CARIBOU---“People share their faith, and we get to share our faith, and there is no judgment,” says Cindy Gagnon of Caribou.

“Everyone who attends has really enjoyed the idea of it,” says Theresa Bonner, director of youth ministry at the Parish of the Precious Blood in Caribou. “The conversation flows, and the faith is just woven into it.”

The idea for “Theology in the County” came from Bonner, but the success of the faith-sharing group can also be attributed to local parishioners possessing a strong desire to grow their faith, publicly and proudly.

Held at the Warehouse Bar & Grill in Caribou, “Theology in the County” provides all adults (18 and over) with an opportunity for Catholic fellowship in a casual forum where adults gather for challenging and relevant presentations on our faith and how it applies to daily life.
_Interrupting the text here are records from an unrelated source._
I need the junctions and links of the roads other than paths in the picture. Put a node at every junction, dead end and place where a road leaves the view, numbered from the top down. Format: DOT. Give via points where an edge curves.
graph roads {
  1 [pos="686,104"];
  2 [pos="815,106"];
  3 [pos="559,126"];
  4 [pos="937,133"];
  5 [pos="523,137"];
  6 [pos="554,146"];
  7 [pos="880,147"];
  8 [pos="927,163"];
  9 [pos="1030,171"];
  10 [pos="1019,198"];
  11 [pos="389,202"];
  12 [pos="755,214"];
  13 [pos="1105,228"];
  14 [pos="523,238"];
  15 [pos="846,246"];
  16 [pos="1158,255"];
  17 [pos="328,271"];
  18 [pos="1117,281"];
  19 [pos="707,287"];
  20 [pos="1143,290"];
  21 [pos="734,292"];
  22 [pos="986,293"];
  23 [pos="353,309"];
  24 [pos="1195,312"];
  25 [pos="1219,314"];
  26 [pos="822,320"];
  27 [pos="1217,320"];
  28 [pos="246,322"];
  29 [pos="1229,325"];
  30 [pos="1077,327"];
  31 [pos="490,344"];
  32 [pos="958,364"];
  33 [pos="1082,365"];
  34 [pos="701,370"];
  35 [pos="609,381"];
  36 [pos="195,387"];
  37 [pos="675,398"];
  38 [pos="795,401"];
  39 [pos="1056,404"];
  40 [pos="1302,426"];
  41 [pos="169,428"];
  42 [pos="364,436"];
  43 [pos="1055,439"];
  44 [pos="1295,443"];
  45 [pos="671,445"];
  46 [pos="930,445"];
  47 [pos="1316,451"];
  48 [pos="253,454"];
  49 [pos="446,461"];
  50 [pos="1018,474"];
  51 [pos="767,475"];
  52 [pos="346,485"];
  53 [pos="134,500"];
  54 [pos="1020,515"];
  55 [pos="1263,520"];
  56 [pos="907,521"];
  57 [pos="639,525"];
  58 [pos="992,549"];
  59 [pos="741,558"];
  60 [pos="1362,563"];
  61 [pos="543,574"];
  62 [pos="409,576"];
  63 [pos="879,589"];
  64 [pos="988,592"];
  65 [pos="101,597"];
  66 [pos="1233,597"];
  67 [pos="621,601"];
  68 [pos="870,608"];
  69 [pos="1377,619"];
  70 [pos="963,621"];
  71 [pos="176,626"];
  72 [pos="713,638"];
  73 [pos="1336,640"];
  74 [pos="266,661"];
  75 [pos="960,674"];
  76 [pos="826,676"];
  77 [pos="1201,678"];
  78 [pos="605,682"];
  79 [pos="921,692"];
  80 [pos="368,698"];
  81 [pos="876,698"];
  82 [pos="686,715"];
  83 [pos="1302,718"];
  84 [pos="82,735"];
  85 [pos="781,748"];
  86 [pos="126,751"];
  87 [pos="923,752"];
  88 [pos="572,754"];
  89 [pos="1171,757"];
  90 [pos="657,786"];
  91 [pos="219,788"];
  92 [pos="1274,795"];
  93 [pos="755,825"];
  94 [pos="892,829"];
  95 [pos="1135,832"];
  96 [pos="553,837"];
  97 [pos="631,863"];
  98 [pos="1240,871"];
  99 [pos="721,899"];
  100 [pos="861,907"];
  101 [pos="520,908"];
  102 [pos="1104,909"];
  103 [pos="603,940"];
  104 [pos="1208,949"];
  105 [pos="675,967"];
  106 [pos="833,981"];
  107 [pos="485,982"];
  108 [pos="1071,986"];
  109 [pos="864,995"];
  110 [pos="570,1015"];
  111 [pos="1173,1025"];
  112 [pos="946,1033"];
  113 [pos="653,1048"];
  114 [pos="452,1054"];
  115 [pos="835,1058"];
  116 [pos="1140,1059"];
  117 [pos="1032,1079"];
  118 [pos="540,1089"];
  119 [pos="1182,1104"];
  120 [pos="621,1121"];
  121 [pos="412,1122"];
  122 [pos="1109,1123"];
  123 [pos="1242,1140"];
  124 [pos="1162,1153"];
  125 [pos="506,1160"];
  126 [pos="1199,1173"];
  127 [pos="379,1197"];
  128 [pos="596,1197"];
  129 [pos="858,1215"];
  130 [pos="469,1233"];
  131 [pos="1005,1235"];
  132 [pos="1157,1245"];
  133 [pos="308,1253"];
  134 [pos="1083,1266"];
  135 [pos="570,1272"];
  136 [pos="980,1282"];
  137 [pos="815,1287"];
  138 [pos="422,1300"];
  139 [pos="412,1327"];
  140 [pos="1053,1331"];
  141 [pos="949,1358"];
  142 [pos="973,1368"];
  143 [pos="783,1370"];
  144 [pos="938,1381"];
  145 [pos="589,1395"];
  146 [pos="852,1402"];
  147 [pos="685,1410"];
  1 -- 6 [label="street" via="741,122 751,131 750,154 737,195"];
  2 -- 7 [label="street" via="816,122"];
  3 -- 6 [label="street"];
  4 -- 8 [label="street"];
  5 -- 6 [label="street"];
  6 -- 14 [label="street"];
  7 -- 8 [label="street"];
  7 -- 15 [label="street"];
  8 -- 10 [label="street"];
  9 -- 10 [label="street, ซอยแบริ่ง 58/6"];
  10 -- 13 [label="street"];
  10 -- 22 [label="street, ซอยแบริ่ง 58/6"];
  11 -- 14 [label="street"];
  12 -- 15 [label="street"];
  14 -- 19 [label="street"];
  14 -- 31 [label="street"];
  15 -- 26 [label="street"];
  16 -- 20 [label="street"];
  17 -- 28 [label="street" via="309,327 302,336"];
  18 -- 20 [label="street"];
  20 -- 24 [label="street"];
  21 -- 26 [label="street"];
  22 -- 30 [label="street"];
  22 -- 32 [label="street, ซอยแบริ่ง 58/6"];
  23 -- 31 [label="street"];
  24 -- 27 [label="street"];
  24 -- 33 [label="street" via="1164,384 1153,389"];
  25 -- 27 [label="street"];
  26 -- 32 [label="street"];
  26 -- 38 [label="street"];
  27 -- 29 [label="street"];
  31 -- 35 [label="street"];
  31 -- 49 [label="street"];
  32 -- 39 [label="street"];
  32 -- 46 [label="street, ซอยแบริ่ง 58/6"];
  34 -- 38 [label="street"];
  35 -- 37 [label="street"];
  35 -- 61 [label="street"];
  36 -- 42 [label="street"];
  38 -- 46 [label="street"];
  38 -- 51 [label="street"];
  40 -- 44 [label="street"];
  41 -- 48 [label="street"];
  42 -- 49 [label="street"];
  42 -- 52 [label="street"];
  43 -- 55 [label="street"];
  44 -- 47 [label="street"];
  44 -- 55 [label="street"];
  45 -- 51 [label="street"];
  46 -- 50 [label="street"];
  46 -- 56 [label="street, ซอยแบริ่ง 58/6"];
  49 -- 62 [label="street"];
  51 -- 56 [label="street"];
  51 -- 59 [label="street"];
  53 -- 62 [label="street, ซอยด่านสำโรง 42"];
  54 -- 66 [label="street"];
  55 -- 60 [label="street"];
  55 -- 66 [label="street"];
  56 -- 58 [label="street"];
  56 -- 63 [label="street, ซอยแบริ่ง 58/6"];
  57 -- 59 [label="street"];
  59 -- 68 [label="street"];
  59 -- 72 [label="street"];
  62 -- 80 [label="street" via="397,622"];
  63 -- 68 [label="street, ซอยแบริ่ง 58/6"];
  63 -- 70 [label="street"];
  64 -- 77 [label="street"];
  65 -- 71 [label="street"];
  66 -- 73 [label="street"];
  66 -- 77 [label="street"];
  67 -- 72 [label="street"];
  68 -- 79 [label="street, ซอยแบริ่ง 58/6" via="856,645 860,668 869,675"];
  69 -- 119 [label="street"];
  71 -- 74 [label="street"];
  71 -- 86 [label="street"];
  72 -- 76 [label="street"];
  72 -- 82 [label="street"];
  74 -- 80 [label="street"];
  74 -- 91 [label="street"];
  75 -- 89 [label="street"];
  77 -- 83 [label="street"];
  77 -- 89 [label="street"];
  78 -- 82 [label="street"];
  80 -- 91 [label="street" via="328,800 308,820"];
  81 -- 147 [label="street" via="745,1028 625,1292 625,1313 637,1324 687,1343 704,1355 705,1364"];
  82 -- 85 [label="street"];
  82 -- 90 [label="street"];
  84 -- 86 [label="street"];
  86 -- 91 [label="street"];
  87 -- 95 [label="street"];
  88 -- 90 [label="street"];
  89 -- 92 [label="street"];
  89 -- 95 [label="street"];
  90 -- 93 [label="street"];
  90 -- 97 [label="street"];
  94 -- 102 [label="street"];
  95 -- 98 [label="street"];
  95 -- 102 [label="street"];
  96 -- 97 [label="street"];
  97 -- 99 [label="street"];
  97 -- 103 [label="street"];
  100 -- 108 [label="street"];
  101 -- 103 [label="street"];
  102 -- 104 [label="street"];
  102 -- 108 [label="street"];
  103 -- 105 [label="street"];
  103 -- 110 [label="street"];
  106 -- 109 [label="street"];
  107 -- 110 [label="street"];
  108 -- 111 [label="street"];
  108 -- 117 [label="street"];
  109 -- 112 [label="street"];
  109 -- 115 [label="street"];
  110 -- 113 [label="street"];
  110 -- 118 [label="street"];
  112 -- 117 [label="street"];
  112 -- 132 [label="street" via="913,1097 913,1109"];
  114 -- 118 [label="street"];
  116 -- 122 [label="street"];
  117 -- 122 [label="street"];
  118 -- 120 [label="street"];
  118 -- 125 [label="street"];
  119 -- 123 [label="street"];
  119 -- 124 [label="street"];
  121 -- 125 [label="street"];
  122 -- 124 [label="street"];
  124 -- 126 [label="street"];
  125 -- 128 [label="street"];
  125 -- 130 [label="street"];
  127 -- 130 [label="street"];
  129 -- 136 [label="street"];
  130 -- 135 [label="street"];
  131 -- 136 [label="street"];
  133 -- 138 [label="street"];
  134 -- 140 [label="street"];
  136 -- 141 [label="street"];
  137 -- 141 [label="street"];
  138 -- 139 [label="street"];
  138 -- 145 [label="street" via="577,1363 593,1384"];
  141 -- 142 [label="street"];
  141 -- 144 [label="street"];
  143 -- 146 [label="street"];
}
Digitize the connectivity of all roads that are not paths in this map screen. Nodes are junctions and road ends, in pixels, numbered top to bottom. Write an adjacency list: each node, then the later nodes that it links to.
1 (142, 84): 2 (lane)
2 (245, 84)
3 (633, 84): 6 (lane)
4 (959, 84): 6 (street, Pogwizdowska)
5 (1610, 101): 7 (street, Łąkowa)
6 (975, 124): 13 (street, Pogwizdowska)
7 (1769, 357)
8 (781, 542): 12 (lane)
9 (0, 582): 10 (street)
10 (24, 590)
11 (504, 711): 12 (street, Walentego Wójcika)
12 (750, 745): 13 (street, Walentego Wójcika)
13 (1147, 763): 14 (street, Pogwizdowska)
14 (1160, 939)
The next gathering is set for Wednesday, September 18, at 6:30 p.m. with Fr. Kyle Doustou, pastor of the Parish of the Resurrection of the Lord in Old Town and the interim director of campus ministry for the Diocese of Portland. Each session includes a special guest speaker and time for discussion.

“I think it’s awesome to be out in public. That’s what Jesus would have done back in the day, not just go to church on Sunday but go out and evangelize and share the faith in the open. I think it’s awesome and powerful to be able to do that,” says Peter Deschenes of Presque Isle.

The gatherings were immediately popular and, over the past year, have continued to attract new participants, with over 50 adults or more regularly attending.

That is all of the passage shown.